(Stored entries)
* * *

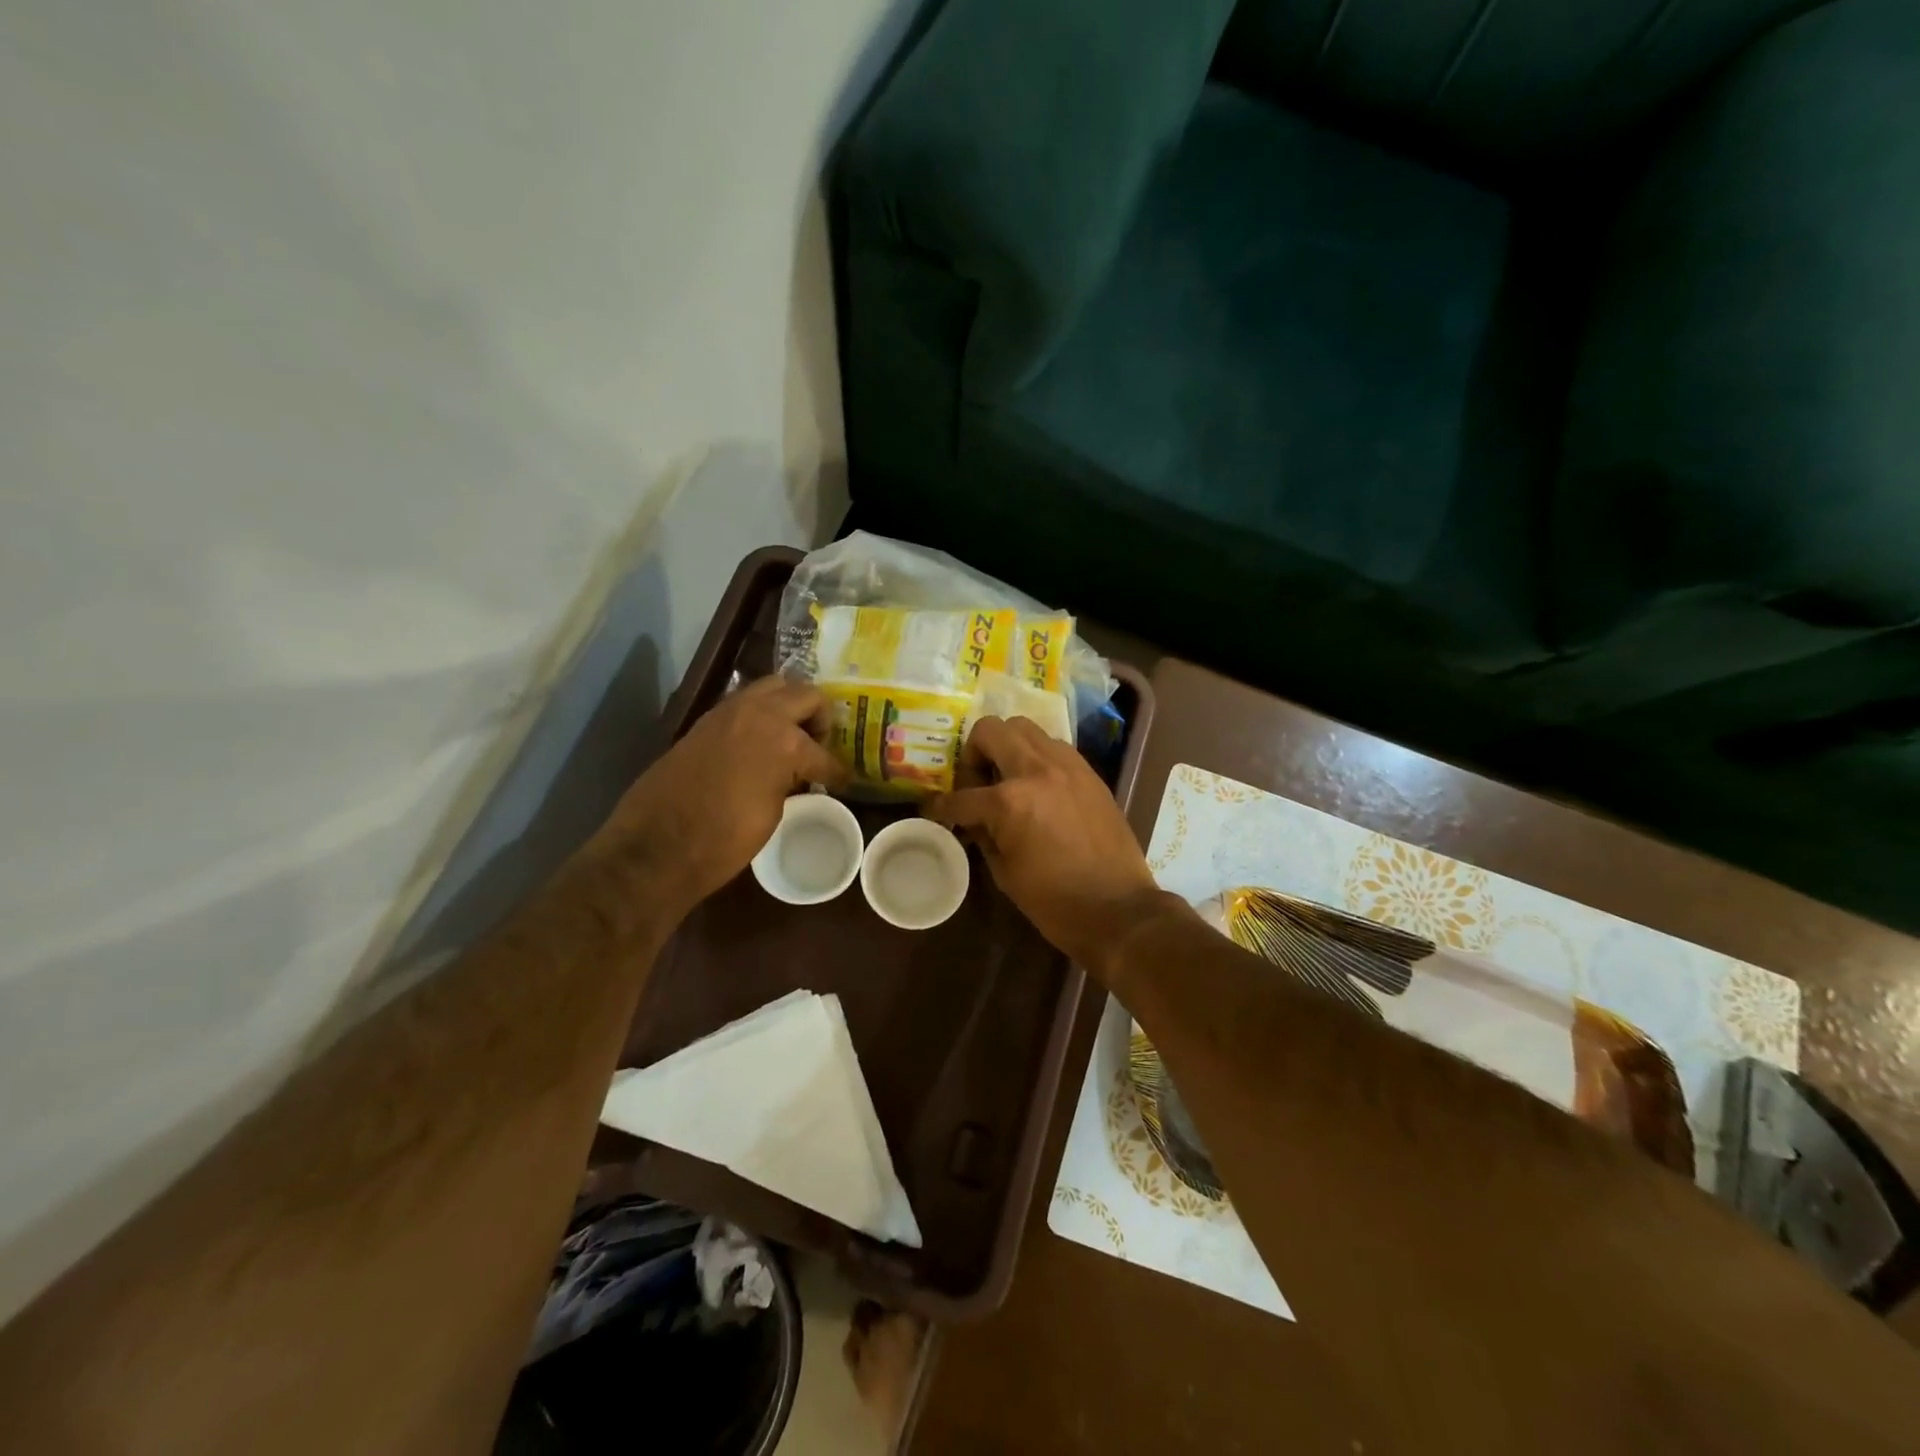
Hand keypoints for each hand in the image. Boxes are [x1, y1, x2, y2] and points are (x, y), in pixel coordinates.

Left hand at [591, 677, 847, 912]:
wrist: (658, 844)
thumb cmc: (725, 840)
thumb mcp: (773, 813)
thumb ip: (790, 780)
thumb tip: (796, 775)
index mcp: (786, 741)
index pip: (824, 753)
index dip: (837, 771)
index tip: (844, 781)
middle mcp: (761, 714)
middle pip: (805, 695)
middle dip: (819, 718)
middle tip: (819, 745)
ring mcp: (729, 712)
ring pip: (773, 687)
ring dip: (788, 706)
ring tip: (791, 737)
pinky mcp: (706, 720)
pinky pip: (744, 703)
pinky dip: (759, 714)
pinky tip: (761, 743)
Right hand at [927, 716, 1167, 975]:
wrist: (1118, 908)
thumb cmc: (1055, 901)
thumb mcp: (1004, 872)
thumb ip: (983, 835)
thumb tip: (972, 820)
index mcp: (1009, 801)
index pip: (961, 796)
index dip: (941, 807)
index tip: (936, 812)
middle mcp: (1036, 770)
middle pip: (991, 730)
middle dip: (974, 753)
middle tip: (977, 782)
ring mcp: (1068, 766)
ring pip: (1025, 728)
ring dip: (1008, 747)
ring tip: (1008, 780)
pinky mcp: (1089, 772)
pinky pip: (1054, 746)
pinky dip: (1037, 757)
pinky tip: (1038, 787)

* * *

- _AIM OF THE TASK_
The reply should consist solely of the lines above from the one that has "Left hand at" through the one that has "ring tip: (1008, 780)", reproduced exactly.

- _SOLUTION_
Left hand at [591, 677, 847, 912]:
wrist: (658, 844)
thumb cmc: (725, 840)
thumb mcp: (773, 813)
thumb ip: (790, 780)
thumb tip: (796, 775)
index mcp: (786, 741)
index pip: (824, 753)
index dip: (837, 771)
index tip: (844, 781)
middle mcp: (761, 714)
middle pip: (805, 695)
middle dip: (819, 718)
middle tip: (819, 745)
ring mcp: (729, 712)
ring pip: (773, 687)
ring dip: (788, 706)
ring tip: (791, 737)
pinky mcp: (706, 720)
pinky pip: (744, 703)
pinky dip: (759, 714)
pinky tip: (761, 743)
Right hand at [927, 716, 1167, 975]:
wrist: (1118, 908)
thumb cmc: (1055, 901)
thumb mcp: (1004, 872)
thumb ip: (983, 835)
thumb tip: (972, 820)
index mcp: (1009, 801)
index pip: (961, 796)
index dip: (941, 807)
index tip: (936, 812)
middle mcp: (1036, 770)
middle pip: (991, 730)
middle dip: (974, 753)
middle tip: (977, 782)
ring mcp: (1068, 766)
ring pip: (1025, 728)
ring dip: (1008, 747)
ring tip: (1008, 780)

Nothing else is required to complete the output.